AIM OF THE TASK: Print all the data that follows exactly, images excluded.
(MATERIAL FOR THIS EXERCISE Opens)
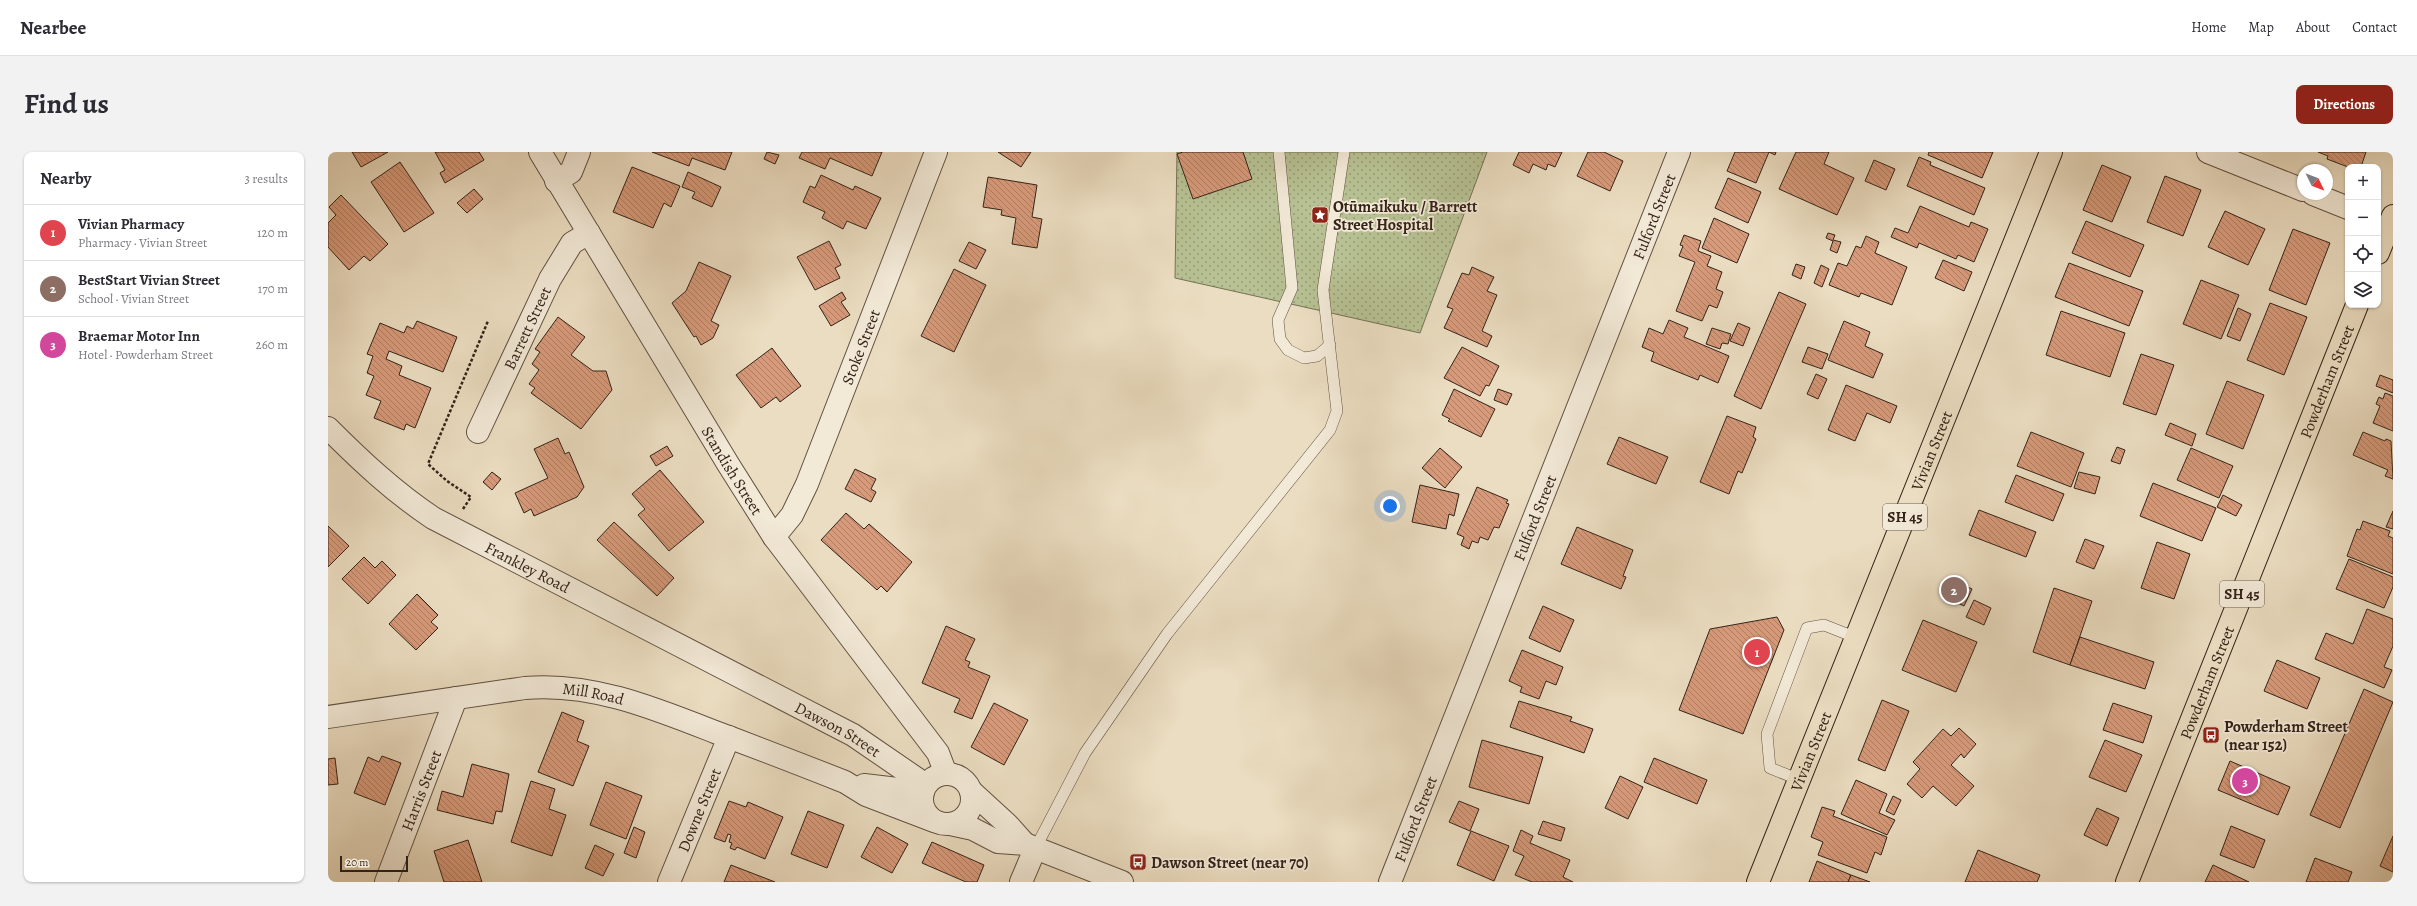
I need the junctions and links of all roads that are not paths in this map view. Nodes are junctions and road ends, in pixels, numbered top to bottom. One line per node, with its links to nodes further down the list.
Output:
1 (540, 152): 9 (street, Standish Street)
2 (579, 152): 9 (street)
3 (936, 152): 20 (street, Stoke Street)
4 (1279, 152): 17 (lane)
5 (1344, 152): 17 (lane)
6 (1679, 152): 37 (street, Fulford Street)
7 (2051, 152): 21 (main road, Vivian Street / SH 45)
8 (2208, 152): 10 (street)
9 (556, 180): 14 (street, Standish Street)
10 (2297, 188)
11 (2328, 200): 12 (street)
12 (2345, 207)
13 (2388, 222): 15 (main road)
14 (589, 233): 19 (street, Barrett Street); 20 (street, Standish Street)
15 (2381, 244)
16 (2356, 308): 39 (main road, Powderham Street / SH 45)
17 (1330, 346): 32 (lane)
18 (328, 428): 22 (street, Frankley Road)
19 (478, 432)
20 (774, 537): 26 (street, Standish Street)
21 (1857, 638): 27 (main road, Vivian Street / SH 45); 27 (lane)
22 (746, 681): 29 (street, Dawson Street)
23 (456, 698): 24 (street, Mill Road); 25 (street, Mill Road); 33 (street, Harris Street)
24 (328, 717)
25 (729, 737): 28 (street, Mill Road); 34 (street, Downe Street)
26 (946, 774): 29 (street); 30 (street)
27 (1800, 780): 38 (main road, Vivian Street / SH 45)
28 (845, 782): 29 (street, Mill Road); 31 (street, Mill Road)
29 (924, 788): 31 (street)
30 (971, 791): 31 (street); 32 (street)
31 (942, 823): 32 (street)
32 (1030, 847): 35 (street); 36 (street)
33 (386, 882)
34 (669, 882)
35 (1021, 882)
36 (1122, 882)
37 (1390, 882)
38 (1758, 882)
39 (2127, 882)

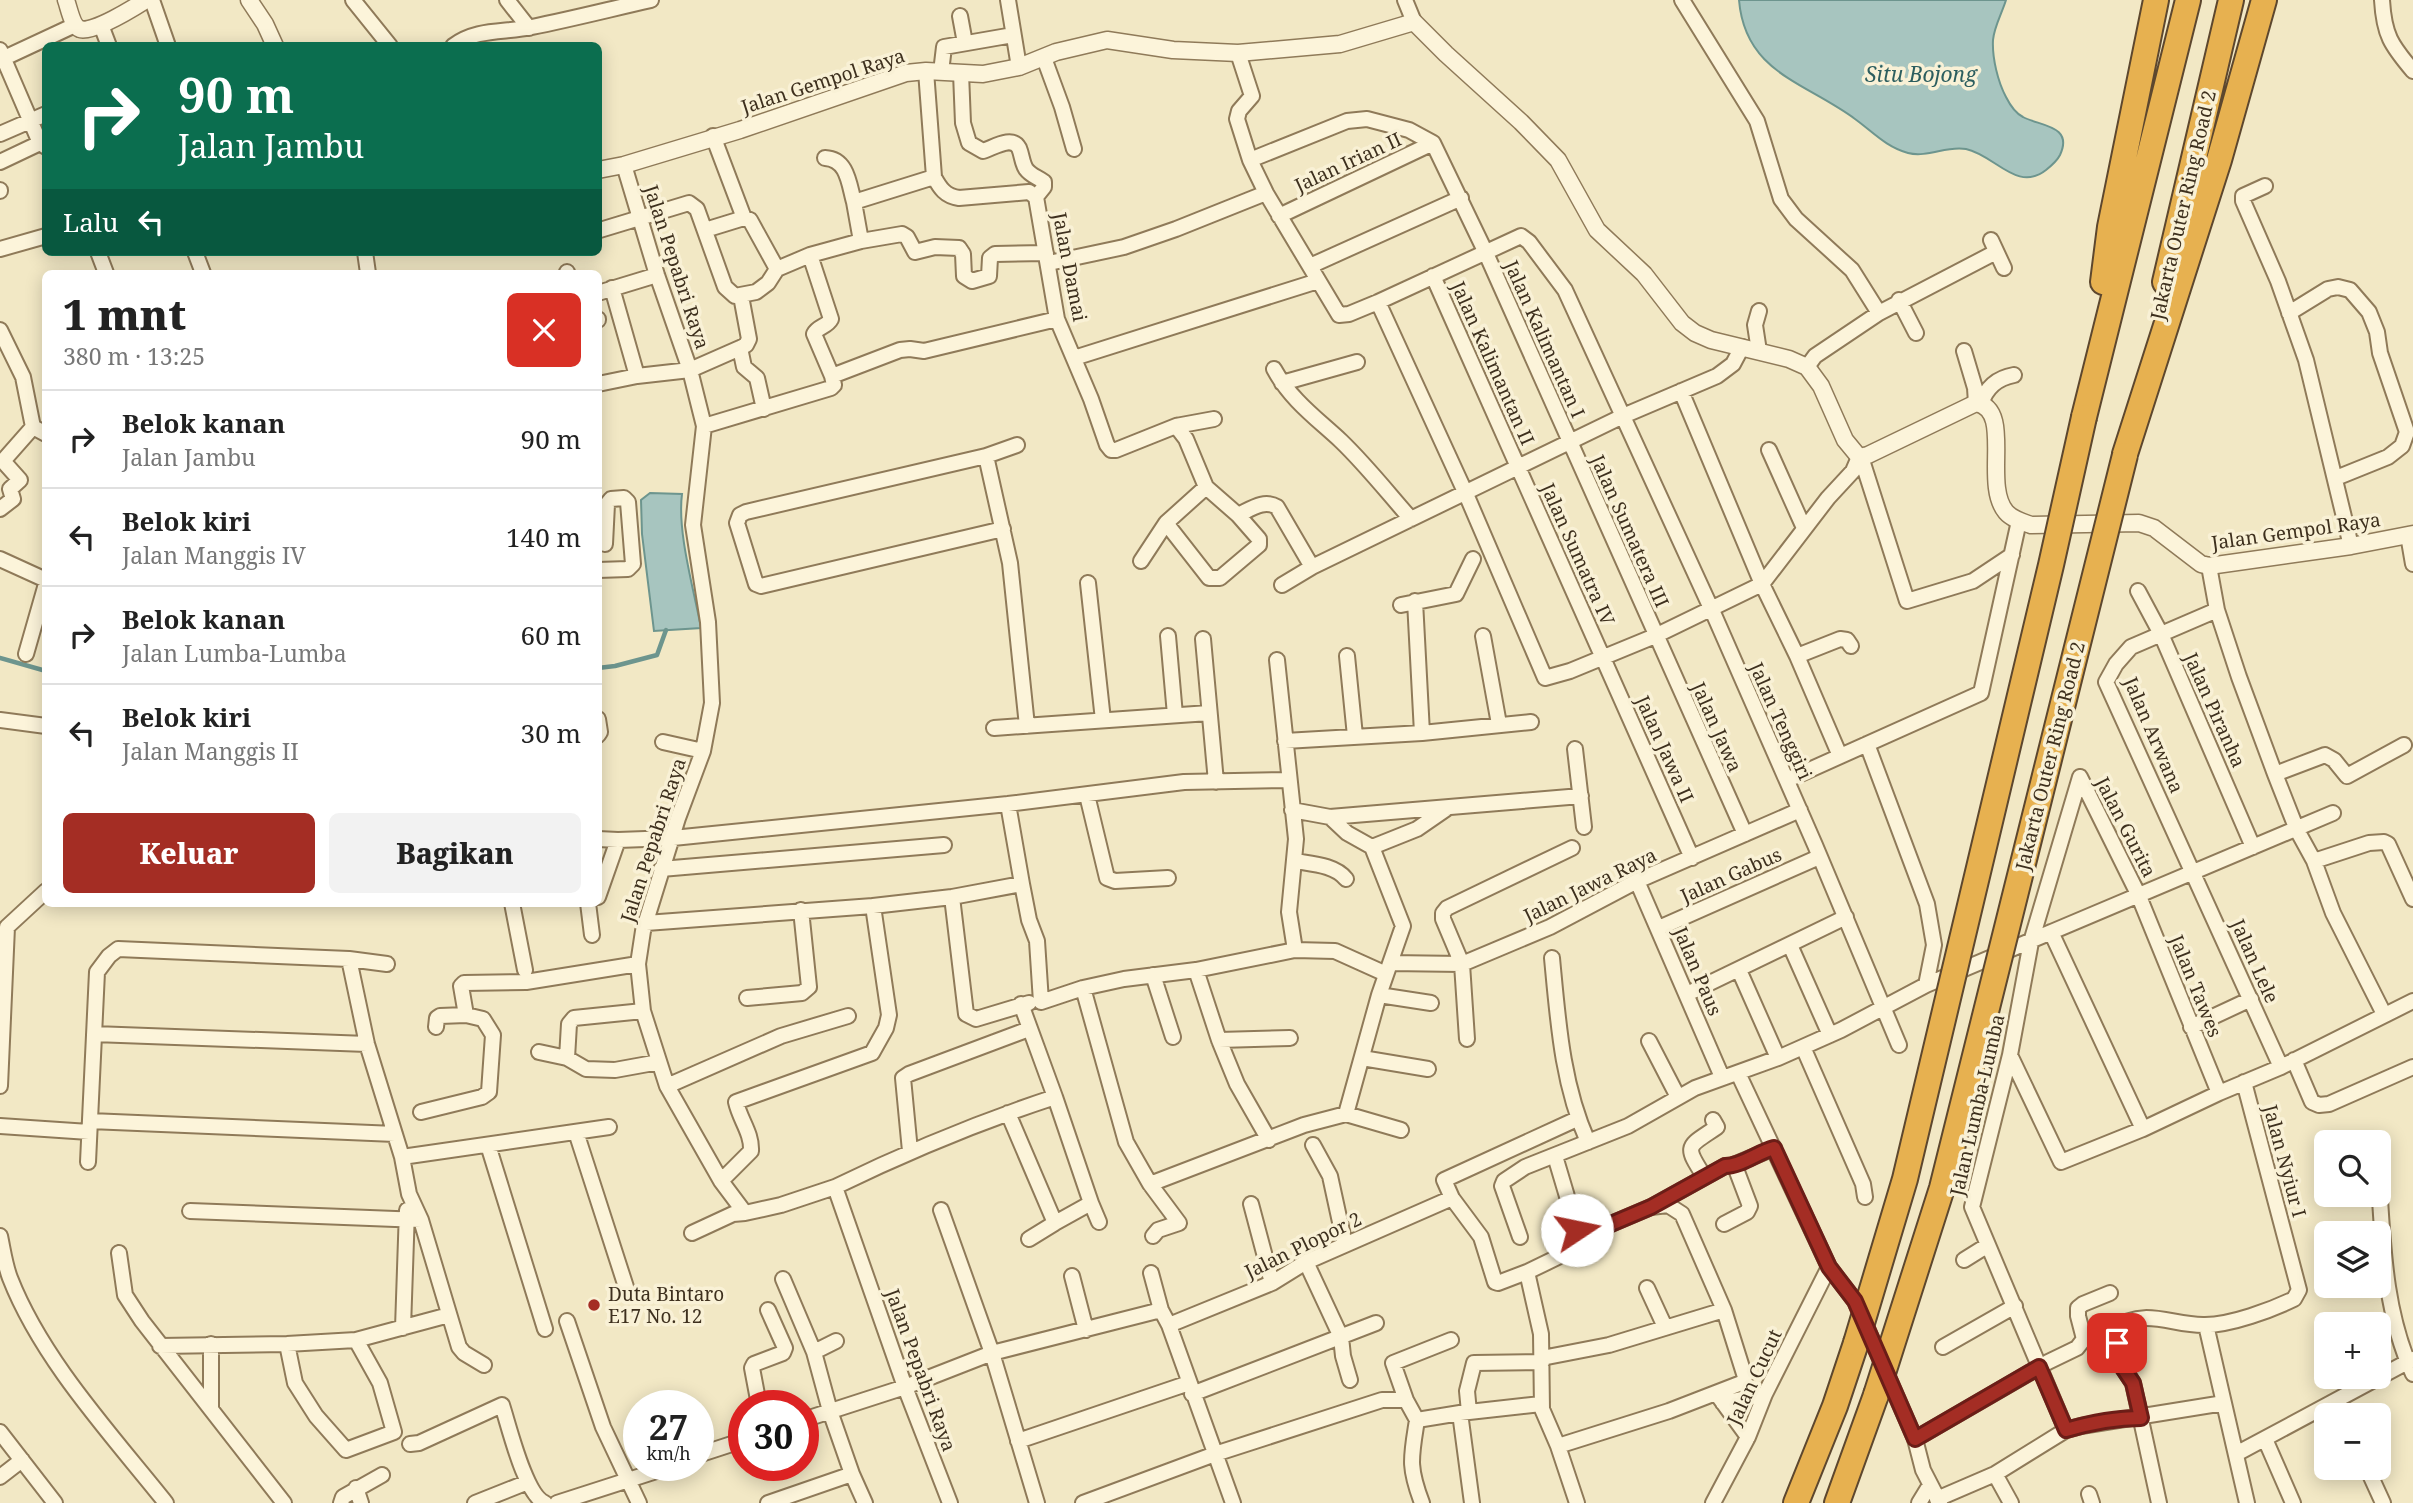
(MATERIAL FOR THIS EXERCISE Closes)
RESPONSE:
I need the junctions and links of all roads that are not paths in this map view. Nodes are junctions and road ends, in pixels, numbered top to bottom. One line per node, with its links to nodes further down the list.
Output:
1 (540, 152): 9 (street, Standish Street)
2 (579, 152): 9 (street)
3 (936, 152): 20 (street, Stoke Street)
4 (1279, 152): 17 (lane)
5 (1344, 152): 17 (lane)
6 (1679, 152): 37 (street, Fulford Street)
7 (2051, 152): 21 (main road, Vivian Street / SH 45)
8 (2208, 152): 10 (street)
9 (556, 180): 14 (street, Standish Street)
10 (2297, 188)
11 (2328, 200): 12 (street)
12 (2345, 207)
13 (2388, 222): 15 (main road)
14 (589, 233): 19 (street, Barrett Street); 20 (street, Standish Street)
15 (2381, 244)
16 (2356, 308): 39 (main road, Powderham Street / SH 45)
17 (1330, 346): 32 (lane)
18 (328, 428): 22 (street, Frankley Road)
19 (478, 432)
20 (774, 537): 26 (street, Standish Street)
21 (1857, 638): 27 (main road, Vivian Street / SH 45); 27 (lane)
22 (746, 681): 29 (street, Dawson Street)
23 (456, 698): 24 (street, Mill Road); 25 (street, Mill Road); 33 (street, Harris Street)
24 (328, 717)
25 (729, 737): 28 (street, Mill Road); 34 (street, Downe Street)
26 (946, 774): 29 (street); 30 (street)
27 (1800, 780): 38 (main road, Vivian Street / SH 45)
28 (845, 782): 29 (street, Mill Road); 31 (street, Mill Road)
29 (924, 788): 31 (street)
30 (971, 791): 31 (street); 32 (street)
31 (942, 823): 32 (street)
32 (1030, 847): 35 (street); 36 (street)
33 (386, 882)
34 (669, 882)
35 (1021, 882)
36 (1122, 882)
37 (1390, 882)
38 (1758, 882)
39 (2127, 882)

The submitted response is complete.